YOUR INSTRUCTIONS:
Which lines of the entries contain the string "main"? Copy each of them.
════════════════
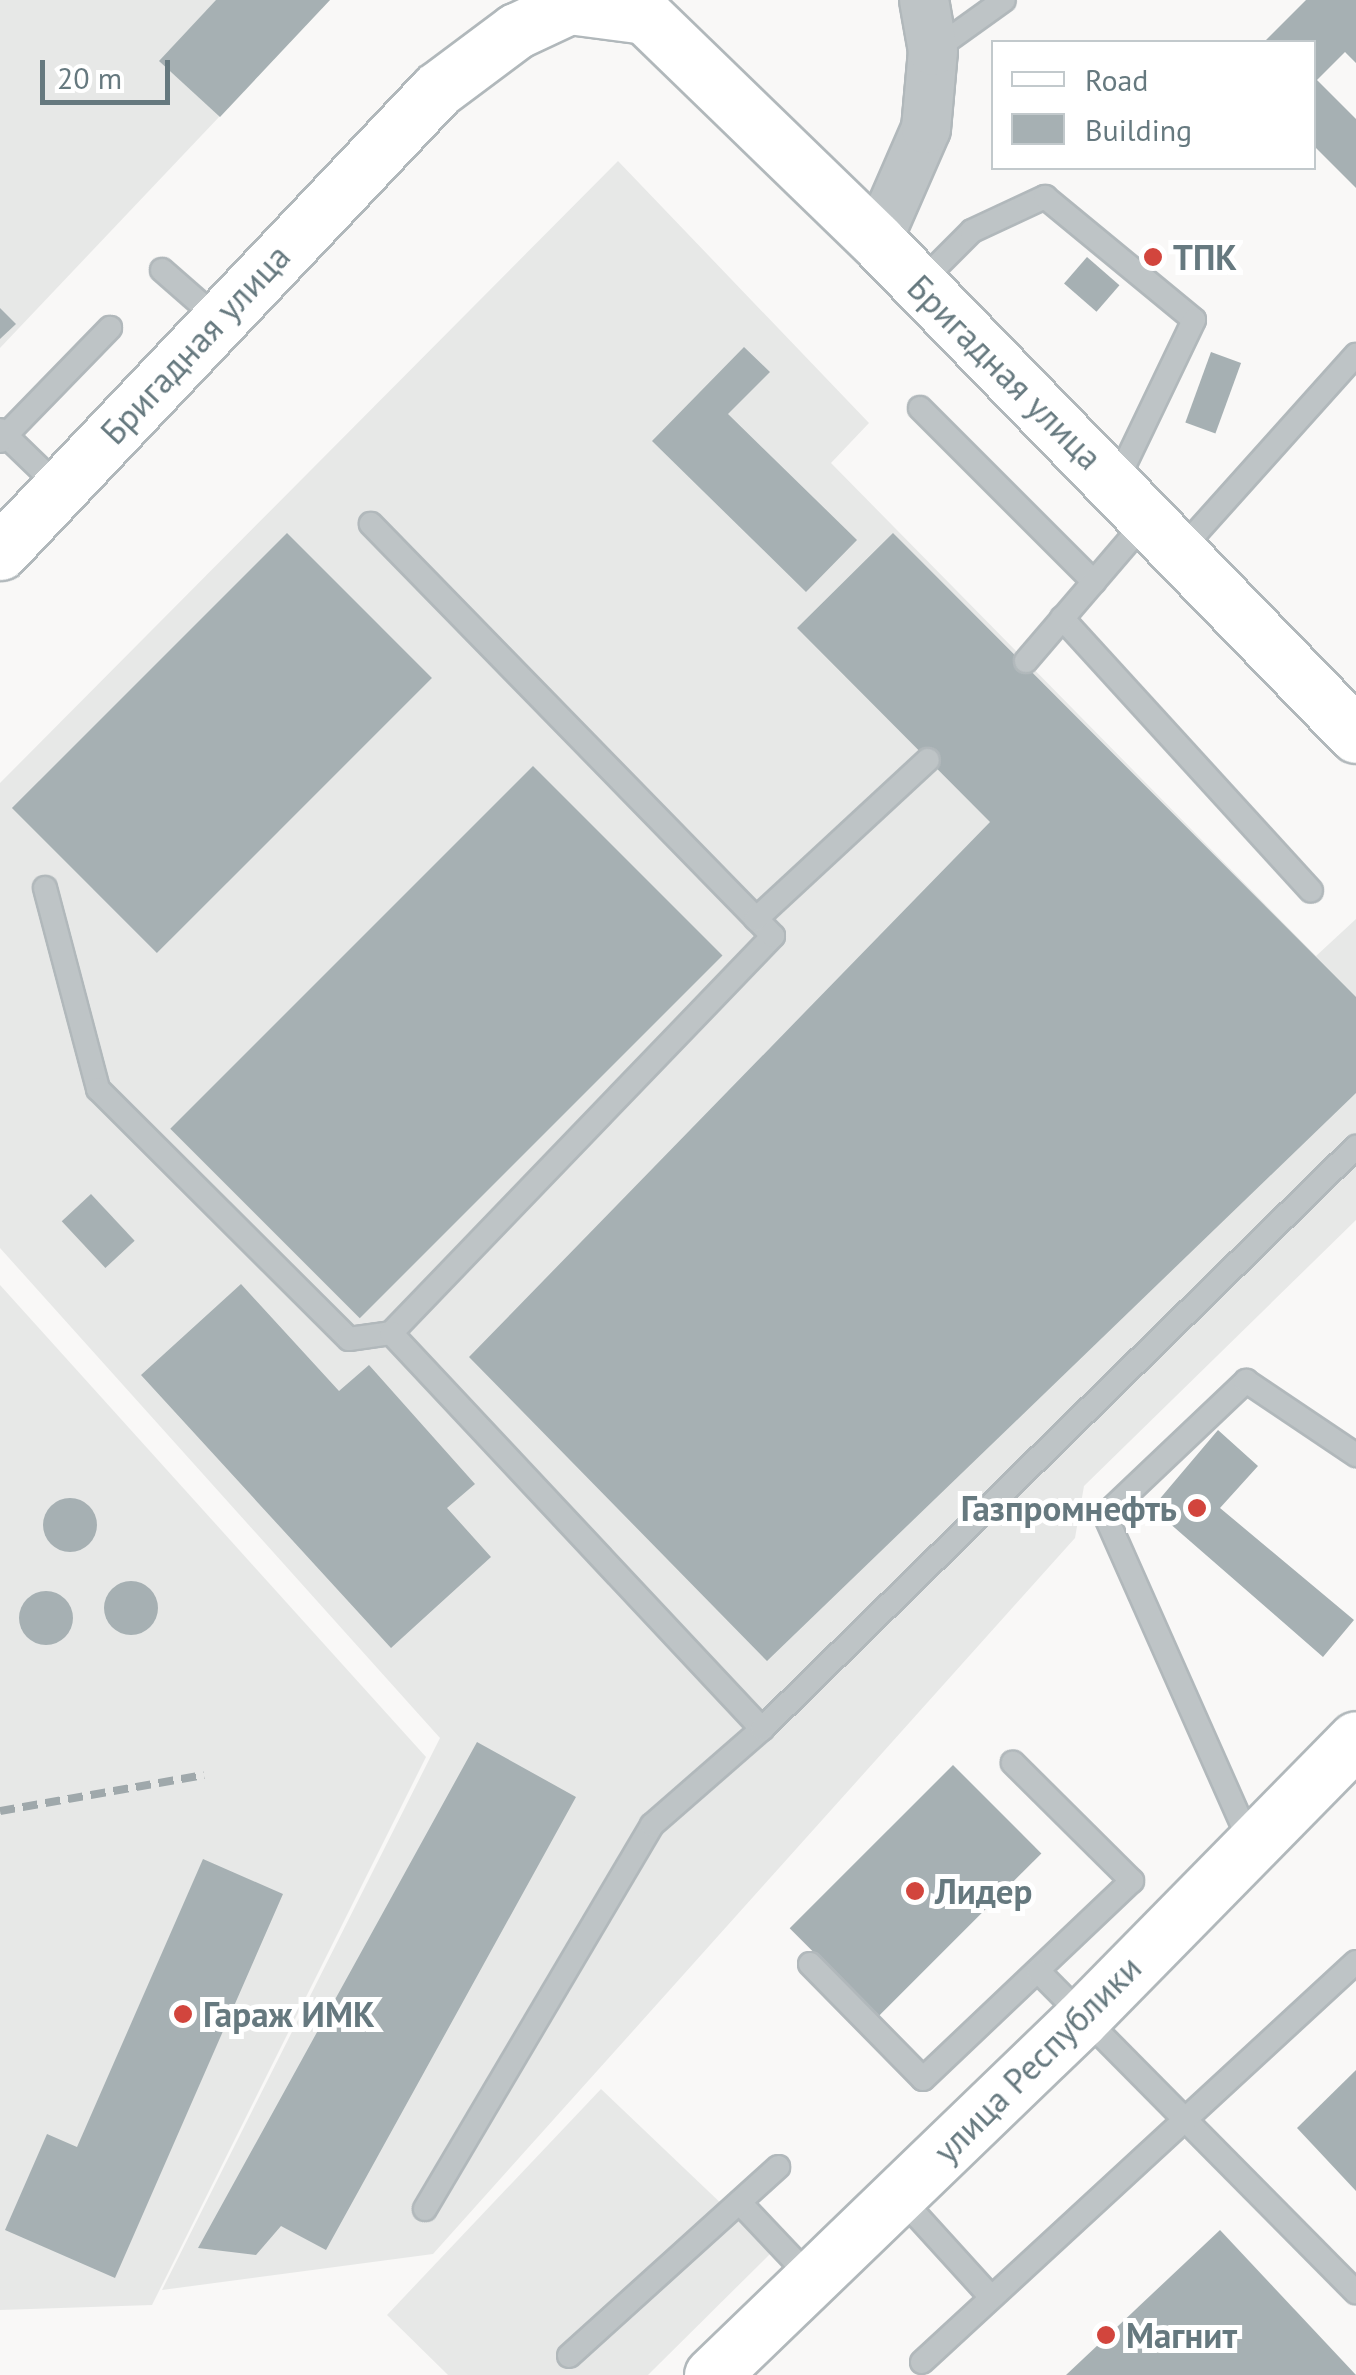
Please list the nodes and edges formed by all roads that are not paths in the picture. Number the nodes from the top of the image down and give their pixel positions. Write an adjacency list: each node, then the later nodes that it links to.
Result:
1 (924, 0): 4 (street)
2 (1004, 0): 4 (lane)
3 (638, 8): 5 (main road, Бригадная улица); 8 (main road, Бригадная улица)
4 (933, 50): 5 (street)
5 (877, 241): 7 (main road, Бригадная улица)
6 (162, 270): 8 (lane)
7 (918, 286): 14 (main road, Бригадная улица); 14 (lane)
8 (218, 319): 13 (main road, Бригадная улица)
9 (110, 328): 12 (lane)
10 (1356, 355): 14 (lane)
11 (920, 408): 17 (lane)
12 (2, 436): 13 (lane)
13 (60, 488): 16 (main road, Бригадная улица)
14 (1148, 518): 17 (lane); 20 (main road, Бригадная улица)
15 (372, 524): 24 (lane)
16 (0, 552)
17 (1094, 582): 18 (lane)
18 (1062, 618): 19 (lane); 23 (lane)
19 (1026, 661)
20 (1356, 735)
21 (928, 760): 24 (lane)
22 (45, 888): 26 (lane)
23 (1311, 891)
24 (756, 919): 26 (lane)
25 (1356, 1147): 28 (lane)
26 (390, 1332): 28 (lane)
27 (1356, 1455): 31 (lane)
28 (762, 1729): 40 (lane)
29 (1356, 1739): 31 (main road, улица Республики)
30 (1013, 1763): 34 (lane)
31 (1250, 1842): 35 (main road, улица Республики)
32 (1356, 1962): 36 (lane)
33 (810, 1964): 34 (lane)
34 (1038, 1971): 35 (lane)
35 (1080, 2019): 36 (lane); 38 (main road, улица Республики)
36 (1184, 2120): 42 (lane); 43 (lane)
37 (778, 2166): 39 (lane)
38 (899, 2196): 41 (main road, улица Республики); 43 (lane)
39 (742, 2204): 41 (lane); 44 (lane)
40 (425, 2209)
41 (814, 2281): 46 (main road, улица Республики)
42 (1356, 2292)
43 (991, 2297): 45 (lane)
44 (569, 2356)
45 (922, 2362)
46 (712, 2375)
════════════════
ANSWER BOX:
3 (638, 8): 5 (main road, Бригадная улица); 8 (main road, Бригадная улица)
5 (877, 241): 7 (main road, Бригадная улица)
7 (918, 286): 14 (main road, Бригадная улица); 14 (lane)
8 (218, 319): 13 (main road, Бригадная улица)
13 (60, 488): 16 (main road, Бригадная улица)
14 (1148, 518): 17 (lane); 20 (main road, Бригадная улица)
29 (1356, 1739): 31 (main road, улица Республики)
31 (1250, 1842): 35 (main road, улица Республики)
35 (1080, 2019): 36 (lane); 38 (main road, улица Республики)
38 (899, 2196): 41 (main road, улица Республики); 43 (lane)
41 (814, 2281): 46 (main road, улица Республики)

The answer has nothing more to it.